Boost logo

Boost :

Subject: Re: [boost] [string] Realistic API proposal
From: Artyom (artyomtnk_at_[hidden])
Date: 2011-01-28 08:58:53


> > 3. It allows to use std::string meanwhile under the hood as storage
> > giving high efficiency when assigning boost::string to std::string
> > when the implementation is COW (almost all implementations with
> > exception of MSVC)
>
> COW implementations of std::string are not allowed anymore starting with
>C++0x.
>
>

Shame, I still have a little hope that n2668 would be reverted back.
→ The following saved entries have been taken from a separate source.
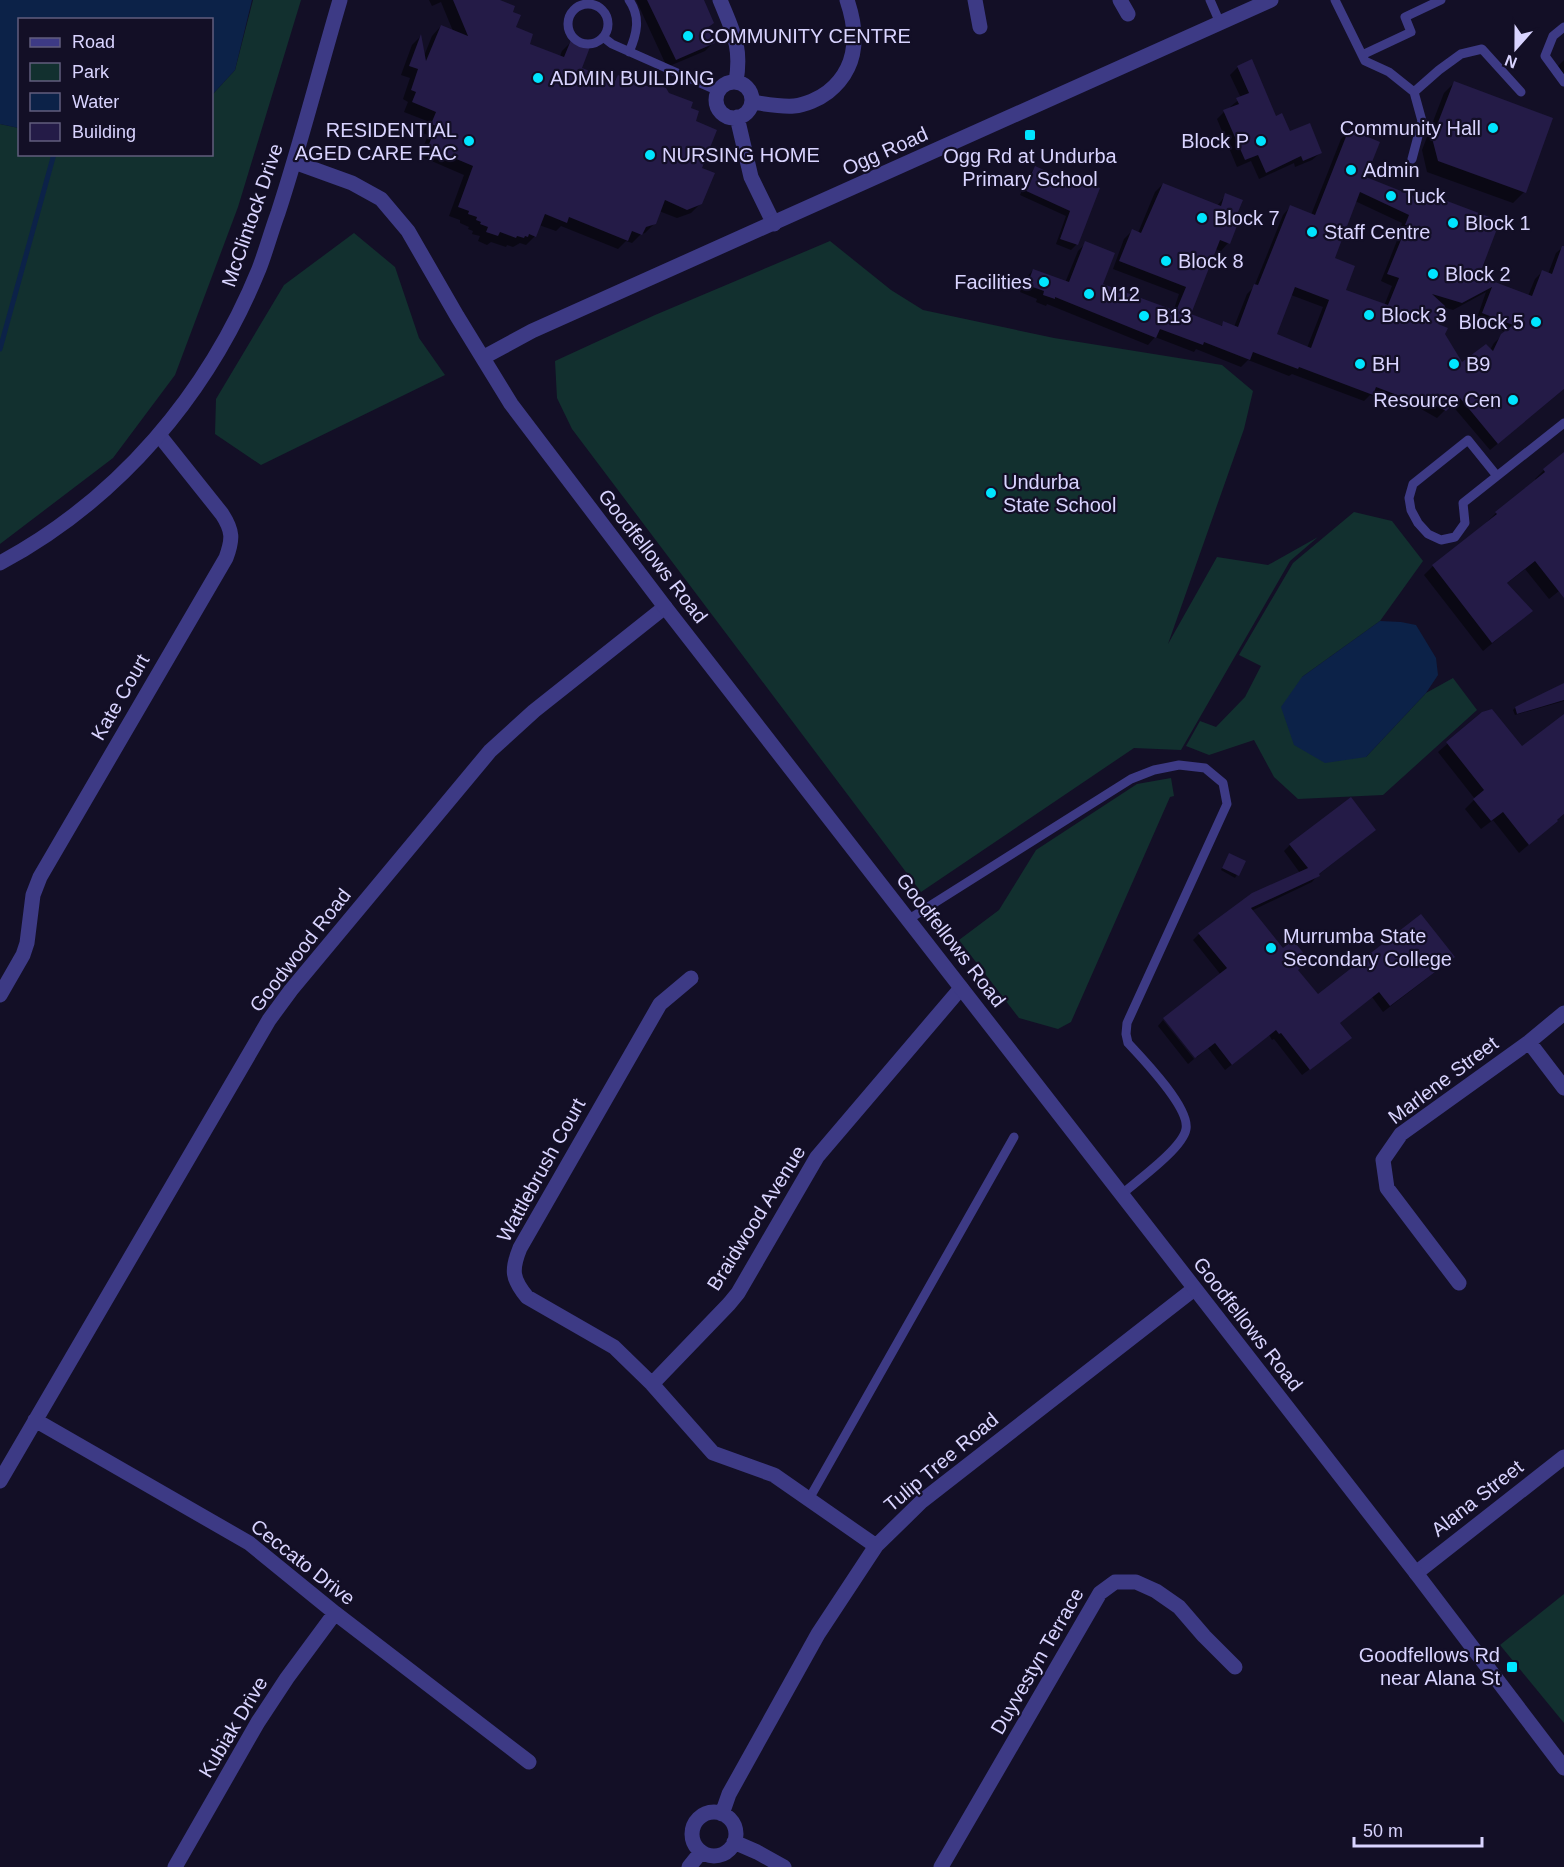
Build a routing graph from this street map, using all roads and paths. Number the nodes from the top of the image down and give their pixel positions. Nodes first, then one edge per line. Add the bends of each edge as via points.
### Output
1 (340, 0) edge
2 (629, 0) edge
3 (720, 0) edge
4 (847, 0) edge
5 (975, 0) edge
6 (1120, 0) edge
7 (1210, 0) edge
8 (1271, 0) edge
9 (1335, 0) edge
10 (1441, 0) edge
11 (573, 5) edge
12 (1128, 14) dead end
13 (1220, 23) junction
14 (980, 27) dead end
15 (1564, 27) edge
16 (603, 37) junction
17 (629, 52) junction
18 (1362, 55) junction
19 (736, 82) junction
20 (1564, 82) edge
21 (718, 91) junction
22 (1414, 92) junction
23 (1521, 92) dead end
24 (752, 102) junction
25 (737, 117) junction
26 (1412, 159) dead end
27 (294, 162) junction
28 (774, 224) junction
29 (484, 357) junction
30 (1564, 423) edge
31 (159, 435) junction
32 (1497, 476) junction
33 (0, 563) edge
34 (665, 607) junction
35 (909, 919) junction
36 (691, 978) dead end
37 (961, 988) junction
38 (0, 995) edge
39 (1564, 1014) edge
40 (1529, 1042) junction
41 (1564, 1088) edge
42 (1014, 1137) dead end
43 (1122, 1194) junction
44 (1459, 1283) dead end
45 (1194, 1289) junction
46 (652, 1384) junction
47 (35, 1420) junction
48 (1564, 1457) edge
49 (0, 1481) edge
50 (809, 1499) junction
51 (876, 1546) junction
52 (1416, 1573) junction
53 (335, 1613) junction
54 (1235, 1667) dead end
55 (529, 1762) dead end
56 (1564, 1768) edge
57 (722, 1814) junction
58 (734, 1842) junction
59 (701, 1852) junction
60 (175, 1867) edge
61 (689, 1867) edge
62 (784, 1867) edge
63 (941, 1867) edge

1 - 27 street, McClintock Drive
2 - 17 lane via 638,21
3 - 19 street via 738,50
4 - 24 street via 855,35 851,61 842,80 816,99 794,106
5 - 14 street
6 - 12 street
7 - 13 lane
8 - 13 street, Ogg Road
9 - 18 lane
10 - 18 lane via 1405,17 1411,32
11 - 16 lane via 593,4 604,12 609,24
11 - 16 lane via 568,29 577,40 588,44
13 - 28 street, Ogg Road
15 - 20 lane via 1553,36 1545,56
16 - 17 lane
17 - 21 lane
18 - 22 lane via 1365,61 1389,72
19 - 21 street via 726,83
19 - 24 street via 748,88
21 - 25 street via 718,109
22 - 23 lane via 1461,54 1482,49
22 - 26 lane via 1422,121
24 - 25 street via 749,110
25 - 28 street via 751,177
27 - 29 street, Goodfellows Road via 352,183 381,199 408,231
27 - 31 street, McClintock Drive via 259,269 226,340 194,392
28 - 29 street, Ogg Road via 532,331
29 - 34 street, Goodfellows Road via 511,404
30 - 32 lane
31 - 33 street, McClintock Drive via 112,483 55,529
31 - 38 street, Kate Court via 222,514 230,526 232,543 40,877 33,895 23,955
32 - 32 lane via 1463,503 1465,523 1455,537 1441,540 1428,534 1411,510 1413,484 1468,440
34 - 35 street, Goodfellows Road
34 - 47 street, Goodwood Road via 490,751 291,990 269,1020
35 - 37 street, Goodfellows Road
35 - 43 lane via 1131,779 1179,765 1205,768 1223,783 1227,804 1127,1023 1128,1043 1166,1086 1185,1116 1186,1130 1180,1142
36 - 46 street, Wattlebrush Court via 660,1005 515,1260 518,1286 527,1297 605,1341
37 - 43 street, Goodfellows Road
37 - 46 street, Braidwood Avenue via 817,1157 729,1304
39 - 40 street, Marlene Street
40 - 41 street
40 - 44 street, Marlene Street via 1401,1134 1383,1160 1387,1188
42 - 50 lane
43 - 45 street, Goodfellows Road
45 - 51 street, Tulip Tree Road via 922,1501
45 - 52 street, Goodfellows Road
46 - 50 street, Wattlebrush Court via 713,1453 774,1475
47 - 49 street, Goodwood Road
47 - 53 street, Ceccato Drive via 249,1544
48 - 52 street, Alana Street
50 - 51 street, Wattlebrush Court
51 - 57 street, Tulip Tree Road via 812,1644 729,1794
52 - 56 street, Goodfellows Road
53 - 55 street, Ceccato Drive
53 - 60 street, Kubiak Drive via 258,1722
54 - 63 street, Duyvestyn Terrace via 1179,1607 1136,1582 1115,1582 1100,1593
57 - 58 street via 732,1822
57 - 59 street via 708,1813 693,1827 693,1840
58 - 59 street via 720,1855
58 - 62 street
59 - 61 street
> > 4. It is full unicode aware
> > 5. It pushes "UTF-8" idea to standard C++
> > 6. You don't pay for what you do not need.
>
> What am I paying for? I don't see how I gain anything.
>

You don't pay on validation of the UTF-8 especially when 99% of uses
of the string are encoding-agnostic.

> >
> > #ifdef C++0x
> > typedef char32_t const_code_point_type;
> > #else
> > typedef unsigned const_code_point_type;
> > #endif
>
> Just define boost::char32 once (depending on BOOST_NO_CHAR32_T) and use
> that instead of putting ifdefs everywhere.
> (that's what boost/cuchar.hpp does in my library)
>

Good point

>
> > // UTF validation
> >
> > bool is_valid_utf() const;
>
> See, that's what makes the whole thing pointless.

Actually not, consider:

   socket.read(my_string);
   if(!my_string.is_valid_utf())
      ....

> Your type doesn't add any semantic value on top of std::string,
> it's just an agglomeration of free functions into a class. That's a terrible
>design.
> The only advantage that a specific type for unicode strings would bring is
>that it could
> enforce certain useful invariants.
>

You don't need to enforce things you don't care 99% of cases.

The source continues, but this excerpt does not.